___ INFORMATION GIVEN ___

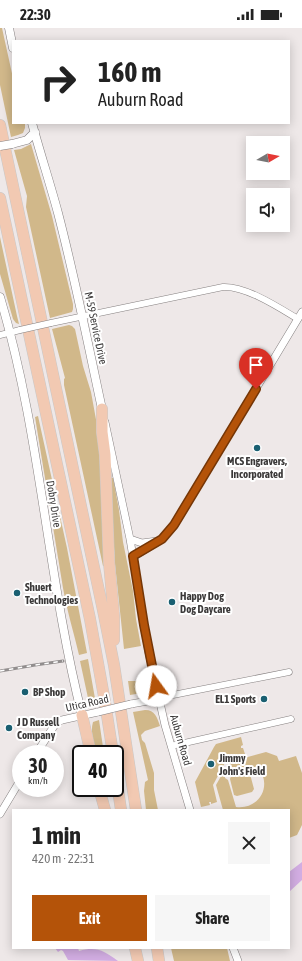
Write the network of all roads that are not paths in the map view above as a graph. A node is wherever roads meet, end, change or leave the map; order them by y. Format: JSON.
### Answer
{"nodes":[{"id":1,"x":9,"y":28,"type":"edge"},
{"id":2,"x":12,"y":43,"type":"edge"},
{"id":3,"x":32,"y":124,"type":"edge"},
{"id":4,"x":0,"y":125,"type":"edge"},
{"id":5,"x":34,"y":132,"type":"junction"},
{"id":6,"x":0,"y":146,"type":"edge"},
{"id":7,"x":0,"y":198,"type":"edge"},
{"id":8,"x":0,"y":297,"type":"edge"},
{"id":9,"x":300,"y":316,"type":"edge"},
{"id":10,"x":82,"y":317,"type":"junction"},
{"id":11,"x":10,"y":332,"type":"junction"},
{"id":12,"x":0,"y":334,"type":"edge"},
{"id":13,"x":102,"y":409,"type":"junction"},
{"id":14,"x":130,"y":539,"type":"junction"},
{"id":15,"x":158,"y":541,"type":"junction"},
{"id":16,"x":133,"y":556,"type":"junction"},
{"id":17,"x":114,"y":665,"type":"junction"},
{"id":18,"x":289,"y":672,"type":"dead end"},
{"id":19,"x":159,"y":698,"type":"junction"},
{"id":20,"x":82,"y":715,"type":"junction"},
{"id":21,"x":290,"y":719,"type":"dead end"},
{"id":22,"x":42,"y":745,"type":"edge"},
{"id":23,"x":89,"y":745,"type":"edge"},
{"id":24,"x":112,"y":745,"type":"edge"},
{"id":25,"x":172,"y":746,"type":"junction"},
{"id":26,"x":12,"y":794,"type":"edge"},
{"id":27,"x":101,"y":797,"type":"edge"},
{"id":28,"x":119,"y":797,"type":"edge"},
{"id":29,"x":104,"y":809,"type":"edge"},
{"id":30,"x":121,"y":809,"type":"edge"},
{"id":31,"x":136,"y":809,"type":"edge"},
{"id":32,"x":190,"y":809,"type":"edge"},
{"id":33,"x":0,"y":814,"type":"edge"},
{"id":34,"x":135,"y":949,"type":"edge"},
{"id":35,"x":142,"y":949,"type":"edge"},
{"id":36,"x":157,"y":949,"type":"edge"},
{"id":37,"x":233,"y":949,"type":"edge"},
{"id":38,"x":138,"y":961,"type":"edge"},
{"id":39,"x":144,"y":961,"type":"edge"},
{"id":40,"x":159,"y":961,"type":"edge"},
{"id":41,"x":238,"y":961,"type":"edge"}],
"edges":[{"from":1,"to":2,"type":"main road"},
{"from":3,"to":5,"type":"main road","name":"M-59 Service Drive"},
{"from":4,"to":17,"type":"highway"},
{"from":5,"to":6,"type":"main road","bridge":true},
{"from":5,"to":10,"type":"main road","name":"M-59 Service Drive"},
{"from":7,"to":24,"type":"highway"},
{"from":8,"to":11,"type":"main road","name":"Dobry Drive"},
{"from":9,"to":10,"type":"street"},
{"from":9,"to":15,"type":"street"},
{"from":10,"to":11,"type":"street","bridge":true},
{"from":10,"to":13,"type":"main road","name":"M-59 Service Drive"},
{"from":11,"to":12,"type":"street"},
{"from":11,"to":20,"type":"main road","name":"Dobry Drive"},
{"from":13,"to":14,"type":"street","name":"M-59 Service Drive"},
{"from":13,"to":17,"type":"highway"},
{"from":14,"to":15,"type":"street"},
{"from":14,"to":16,"type":"street","name":"Auburn Road"},
{"from":15,"to":16,"type":"street"},
{"from":16,"to":19,"type":"street","name":"Auburn Road"},
{"from":17,"to":31,"type":"highway"},
{"from":18,"to":19,"type":"street"},
{"from":19,"to":20,"type":"street","name":"Utica Road","bridge":true},
{"from":19,"to":25,"type":"street","name":"Auburn Road"},
{"from":20,"to":22,"type":"street","name":"Utica Road"},
{"from":20,"to":23,"type":"highway"},
{"from":21,"to":25,"type":"street"},
{"from":25,"to":32,"type":"street","name":"Auburn Road"},
{"from":26,"to":33,"type":"street"},
{"from":27,"to":29,"type":"highway"},
{"from":28,"to":30,"type":"highway"},
{"from":34,"to":38,"type":"highway"},
{"from":35,"to":39,"type":"highway"},
{"from":36,"to":40,"type":"highway"},
{"from":37,"to":41,"type":"street"}]}
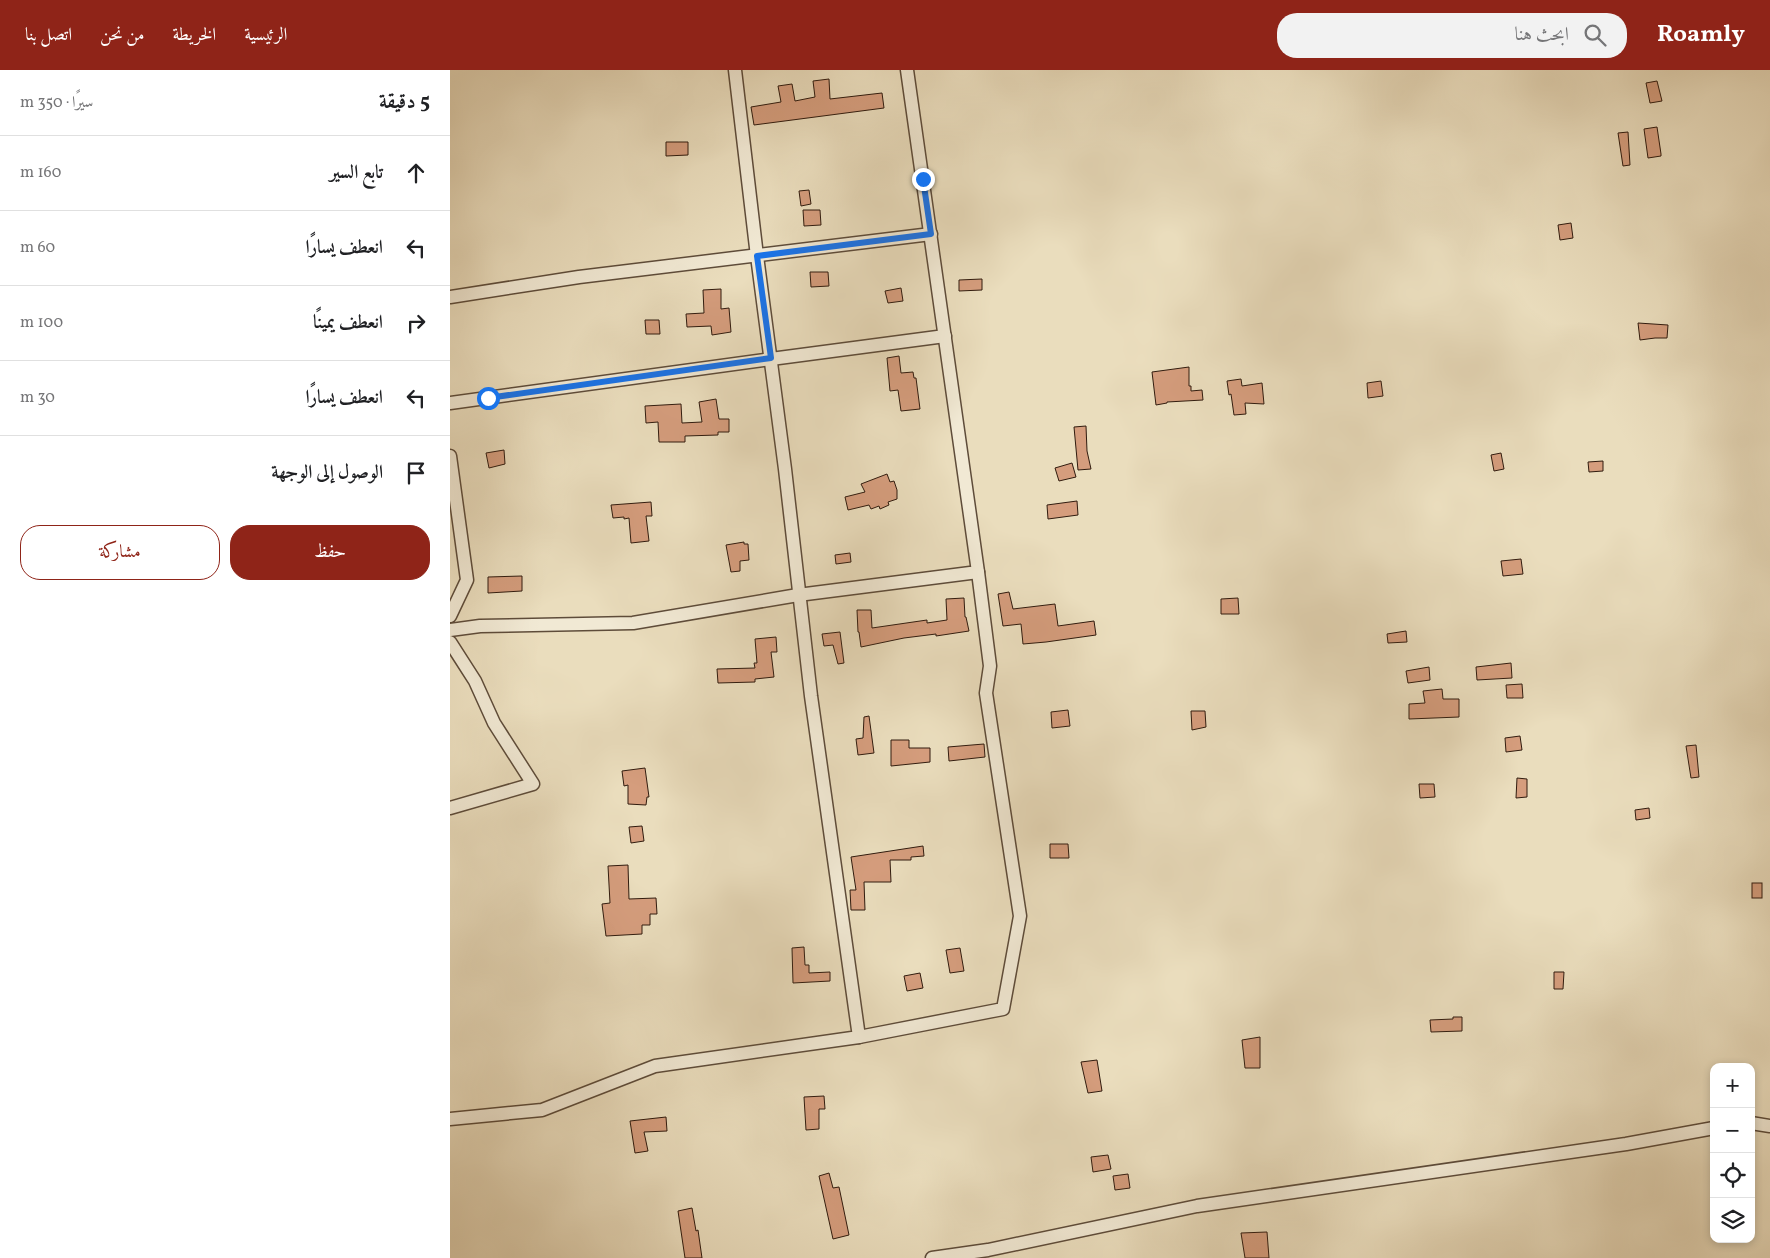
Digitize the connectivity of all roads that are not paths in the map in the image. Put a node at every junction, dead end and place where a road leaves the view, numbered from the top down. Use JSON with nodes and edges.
{"nodes":[{"id":1,"x":735,"y":70,"type":"edge"},
{"id":2,"x":907,"y":70,"type":"edge"},
{"id":3,"x":931,"y":234,"type":"junction"},
{"id":4,"x":757,"y":256,"type":"junction"},
{"id":5,"x":450,"y":297,"type":"edge"},
{"id":6,"x":945,"y":336,"type":"junction"},
{"id":7,"x":771,"y":358,"type":"junction"},
{"id":8,"x":450,"y":403,"type":"edge"},
{"id":9,"x":450,"y":460,"type":"edge"},
{"id":10,"x":978,"y":572,"type":"junction"},
{"id":11,"x":798,"y":595,"type":"junction"},
{"id":12,"x":450,"y":616,"type":"edge"},
{"id":13,"x":450,"y":630,"type":"edge"},
{"id":14,"x":450,"y":642,"type":"edge"},
{"id":15,"x":450,"y":808,"type":"edge"},
{"id":16,"x":859,"y":1037,"type":"junction"},
{"id":17,"x":450,"y":1119,"type":"edge"},
{"id":18,"x":1755,"y":1124,"type":"edge"},
{"id":19,"x":1770,"y":1126,"type":"edge"},
{"id":20,"x":1710,"y":1129,"type":"edge"},
{"id":21,"x":932,"y":1258,"type":"edge"}],
"edges":[{"from":1,"to":4,"type":"street"},
{"from":2,"to":3,"type":"street"},
{"from":3,"to":4,"type":"street"},
{"from":3,"to":6,"type":"street"},
{"from":4,"to":5,"type":"street"},
{"from":4,"to":7,"type":"street"},
{"from":6,"to":7,"type":"street"},
{"from":6,"to":10,"type":"street"},
{"from":7,"to":8,"type":"street"},
{"from":7,"to":11,"type":"street"},
{"from":9,"to":12,"type":"street"},
{"from":10,"to":11,"type":"street"},
{"from":10,"to":16,"type":"street"},
{"from":11,"to":13,"type":"street"},
{"from":11,"to":16,"type":"street"},
{"from":14,"to":15,"type":"street"},
{"from":16,"to":17,"type":"street"},
{"from":18,"to":19,"type":"street"},
{"from":20,"to":21,"type":"street"}]}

___

Copy the listing exactly. No images belong in the copy.

Write the network of all roads that are not paths in the map view above as a graph. A node is wherever roads meet, end, change or leave the map; order them by y. Format: JSON.
### Answer
{"nodes":[{"id":1,"x":9,"y":28,"type":"edge"},
{"id":2,"x":12,"y":43,"type":"edge"},
{"id":3,"x":32,"y":124,"type":"edge"},
{"id":4,"x":0,"y":125,"type":"edge"},
{"id":5,"x":34,"y":132,"type":"junction"},
{"id":6,"x":0,"y":146,"type":"edge"},
{"id":7,"x":0,"y":198,"type":"edge"},
{"id":8,"x":0,"y":297,"type":"edge"},
{"id":9,"x":300,"y":316,"type":"edge"},
{"id":10,"x":82,"y":317,"type":"junction"},
{"id":11,"x":10,"y":332,"type":"junction"},
{"id":12,"x":0,"y":334,"type":"edge"},
{"id":13,"x":102,"y":409,"type":"junction"},
{"id":14,"x":130,"y":539,"type":"junction"},
{"id":15,"x":158,"y":541,"type":"junction"},
{"id":16,"x":133,"y":556,"type":"junction"},
{"id":17,"x":114,"y":665,"type":"junction"},
{"id":18,"x":289,"y":672,"type":"dead end"},
{"id":19,"x":159,"y":698,"type":"junction"},
{"id":20,"x":82,"y":715,"type":"junction"},
{"id":21,"x":290,"y":719,"type":"dead end"},
{"id":22,"x":42,"y":745,"type":"edge"},
{"id":23,"x":89,"y":745,"type":"edge"},
{"id":24,"x":112,"y":745,"type":"edge"},
{"id":25,"x":172,"y":746,"type":"junction"},
{"id":26,"x":12,"y":794,"type":"edge"},
{"id":27,"x":101,"y":797,"type":"edge"},
{"id":28,"x":119,"y":797,"type":"edge"},
{"id":29,"x":104,"y":809,"type":"edge"},
{"id":30,"x":121,"y":809,"type":"edge"},
{"id":31,"x":136,"y":809,"type":"edge"},
{"id":32,"x":190,"y":809,"type":"edge"},
{"id":33,"x":0,"y":814,"type":"edge"},
{"id":34,"x":135,"y":949,"type":"edge"},
{"id":35,"x":142,"y":949,"type":"edge"},
{"id":36,"x":157,"y":949,"type":"edge"},
{"id":37,"x":233,"y":949,"type":"edge"},
{"id":38,"x":138,"y":961,"type":"edge"},
{"id":39,"x":144,"y":961,"type":"edge"},
{"id":40,"x":159,"y":961,"type":"edge"},
{"id":41,"x":238,"y":961,"type":"edge"}],
"edges":[{"from":1,"to":2,"type":"main road"},
{"from":3,"to":5,"type":"main road","name":"M-59 Service Drive"},
{"from":4,"to":17,"type":"highway"},
{"from":5,"to":6,"type":"main road","bridge":true},
{"from":5,"to":10,"type":"main road","name":"M-59 Service Drive"},
{"from":7,"to":24,"type":"highway"},
{"from":8,"to":11,"type":"main road","name":"Dobry Drive"},
{"from":9,"to":10,"type":"street"},
{"from":9,"to":15,"type":"street"},
{"from":10,"to":11,"type":"street","bridge":true},
{"from":10,"to":13,"type":"main road","name":"M-59 Service Drive"},
{"from":11,"to":12,"type":"street"},
{"from":11,"to":20,"type":"main road","name":"Dobry Drive"},
{"from":13,"to":14,"type":"street","name":"M-59 Service Drive"},
{"from":13,"to":17,"type":"highway"},
{"from":14,"to":15,"type":"street"},
{"from":14,"to":16,"type":"street","name":"Auburn Road"},
{"from":15,"to":16,"type":"street"},
{"from":16,"to":19,"type":"street","name":"Auburn Road"},
{"from":17,"to":31,"type":"highway"},
{"from":18,"to":19,"type":"street"},
{"from":19,"to":20,"type":"street","name":"Utica Road","bridge":true},
{"from":19,"to":25,"type":"street","name":"Auburn Road"},
{"from":20,"to":22,"type":"street","name":"Utica Road"},
{"from":20,"to":23,"type":"highway"},
{"from":21,"to":25,"type":"street"},
{"from":25,"to":32,"type":"street","name":"Auburn Road"},
{"from":26,"to":33,"type":"street"},
{"from":27,"to":29,"type":"highway"},
{"from":28,"to":30,"type":"highway"},
{"from":34,"to":38,"type":"highway"},
{"from":35,"to":39,"type":"highway"},
{"from":36,"to":40,"type":"highway"},
{"from":37,"to":41,"type":"street"}]}
Digitize the connectivity of all roads that are not paths in the map in the image. Put a node at every junction, dead end and place where a road leaves the view, numbered from the top down. Use JSON with nodes and edges.
{"nodes":[{"id":1,"x":735,"y":70,"type":"edge"},
{"id":2,"x":907,"y":70,"type":"edge"},
{"id":3,"x":931,"y":234,"type":"junction"},
{"id":4,"x":757,"y":256,"type":"junction"},
{"id":5,"x":450,"y":297,"type":"edge"},
{"id":6,"x":945,"y":336,"type":"junction"},
{"id":7,"x":771,"y":358,"type":"junction"},
{"id":8,"x":450,"y":403,"type":"edge"},
{"id":9,"x":450,"y":460,"type":"edge"},
{"id":10,"x":978,"y":572,"type":"junction"},
{"id":11,"x":798,"y":595,"type":"junction"},
{"id":12,"x":450,"y":616,"type":"edge"},
{"id":13,"x":450,"y":630,"type":"edge"},
{"id":14,"x":450,"y":642,"type":"edge"},
{"id":15,"x":450,"y":808,"type":"edge"},
{"id":16,"x":859,"y":1037,"type":"junction"},
{"id":17,"x":450,"y":1119,"type":"edge"},
{"id":18,"x":1755,"y":1124,"type":"edge"},
{"id":19,"x":1770,"y":1126,"type":"edge"},
{"id":20,"x":1710,"y":1129,"type":"edge"},
{"id":21,"x":932,"y":1258,"type":"edge"}],
"edges":[{"from":1,"to":4,"type":"street"},
{"from":2,"to":3,"type":"street"},
{"from":3,"to":4,"type":"street"},
{"from":3,"to":6,"type":"street"},
{"from":4,"to":5,"type":"street"},
{"from":4,"to":7,"type":"street"},
{"from":6,"to":7,"type":"street"},
{"from":6,"to":10,"type":"street"},
{"from":7,"to":8,"type":"street"},
{"from":7,"to":11,"type":"street"},
{"from":9,"to":12,"type":"street"},
{"from":10,"to":11,"type":"street"},
{"from":10,"to":16,"type":"street"},
{"from":11,"to":13,"type":"street"},
{"from":11,"to":16,"type":"street"},
{"from":14,"to":15,"type":"street"},
{"from":16,"to":17,"type":"street"},
{"from":18,"to":19,"type":"street"},
{"from":20,"to":21,"type":"street"}]}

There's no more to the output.